The habit of cheirolepidaceous confers is likely to have varied widely, from large trees (some with trunks over 3 m thick at their base) to shrubs. Their architecture is poorly known, though some are thought to have had decurrent spreading crowns, while others had conical crowns. Many seem to have plagiotropic lateral branches that developed in whorls.

The relationships of Cheirolepidiaceae to other conifers are uncertain. A close relationship with Araucariaceae and Podocarpaceae has been proposed, based on the similarities of their reproductive structures, though other studies have suggested that they may fall outside the crown group of modern conifers among various voltzialean lineages.

At least some species of Cheirolepidiaceae have been suggested to have been pollinated by insects, due to the construction of the reproductive organs and the fact that insects have been found associated with Classopolis pollen grains.

The family name Hirmeriellaceae is a junior synonym of Cheirolepidiaceae. Some authors have suggested Hirmeriellaceae is the valid name for the family, due to nomenclatural issues with the original Cheirolepis genus, which is a junior homonym of a member of Asteraceae, with Cheirolepidium suggested to be an invalid replacement.

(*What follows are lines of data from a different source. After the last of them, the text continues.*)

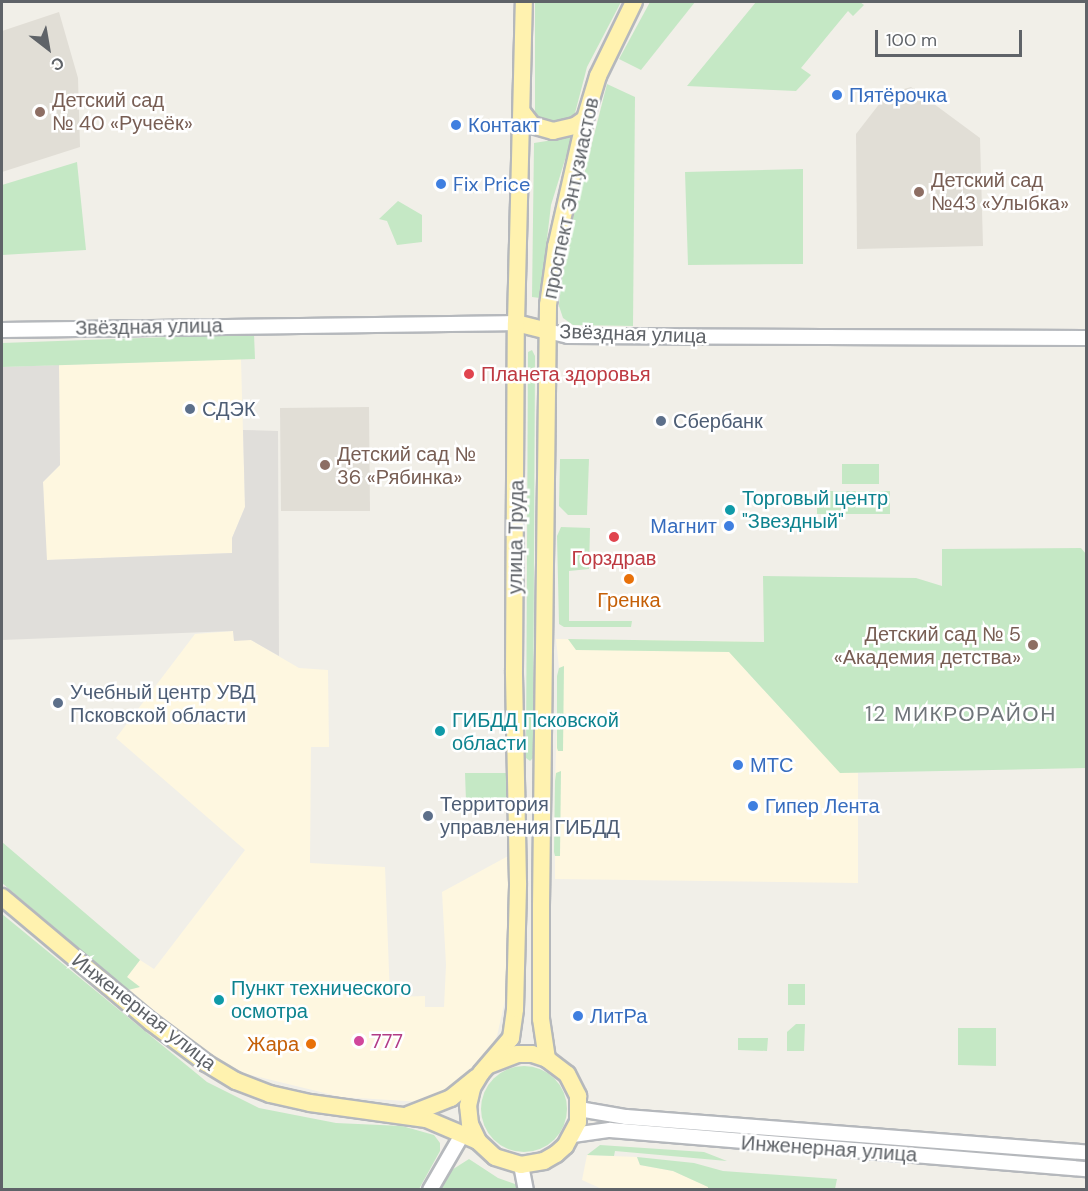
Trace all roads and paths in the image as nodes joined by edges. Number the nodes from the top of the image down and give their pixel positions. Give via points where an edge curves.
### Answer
1 (524, 2) edge
2 (634, 2) edge
3 (522, 112) junction
4 (585, 119) junction
5 (516, 323) junction
6 (2, 330) edge
7 (547, 331) junction
8 (1086, 338) edge
9 (2, 897) edge
10 (547, 1059) junction
11 (485, 1069) junction
12 (579, 1109) junction
13 (407, 1115) junction
14 (573, 1135) junction
15 (471, 1137) junction
16 (1086, 1152) edge
17 (521, 1165) junction
18 (1086, 1169) edge
19 (430, 1190) edge
20 (526, 1190) edge

1 - 3 main road, улица Труда
2 - 4 main road, проспект Энтузиастов via 598,76
3 - 4 main road via 532,125 553,131 575,126
3 - 5 main road, улица Труда
4 - 7 main road, проспект Энтузиастов via 556,247
5 - 6 street, Звёздная улица
5 - 7 main road, Звёздная улица
5 - 11 main road, улица Труда via 515,1009 511,1038
7 - 8 street, Звёздная улица via 568,336
7 - 10 main road, улица Труда via 541,996
9 - 13 main road, Инженерная улица via 151,1022 236,1081 310,1104
10 - 11 main road, Инженерная улица via 517,1054
10 - 12 main road via 567,1074 578,1096
11 - 13 main road, Инженерная улица via 451,1098
11 - 15 main road via 472,1088 468,1106
12 - 14 main road
12 - 16 street, Инженерная улица via 626,1117
13 - 15 main road, Инженерная улица
14 - 17 main road via 544,1161
14 - 18 street, Инженерная улица via 610,1130
15 - 17 main road, Инженерная улица via 495,1157
15 - 19 street
17 - 20 street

Both genera are likely synonyms of Hirmeriella.

==Genera==
- †Agathoxylon (wood, in part)
- †Brachyoxylon (wood)
- †Circulina (pollen)
- †Conites? (cones)
- †Classopollis (pollen)
- †Classostrobus (pollen cones)
- †Dicheiropollis (pollen)
- †Frenelopsis (foliage)
- †Hirmeriella (whole plant)
- †Pararaucaria (ovulate cones)
- †Pseudofrenelopsis (foliage)
- †Watsoniocladus (foliage)
- †Brachyphyllum (foliage, in part)
- †Tomaxiella (foliage and ovulate cone)
- †Kachaikestrobus (ovulate cones)
- †Alvinia (ovulate cones)
- †Glenrosa (leaves)
- †Pseudohirmeriella (ovulate cones)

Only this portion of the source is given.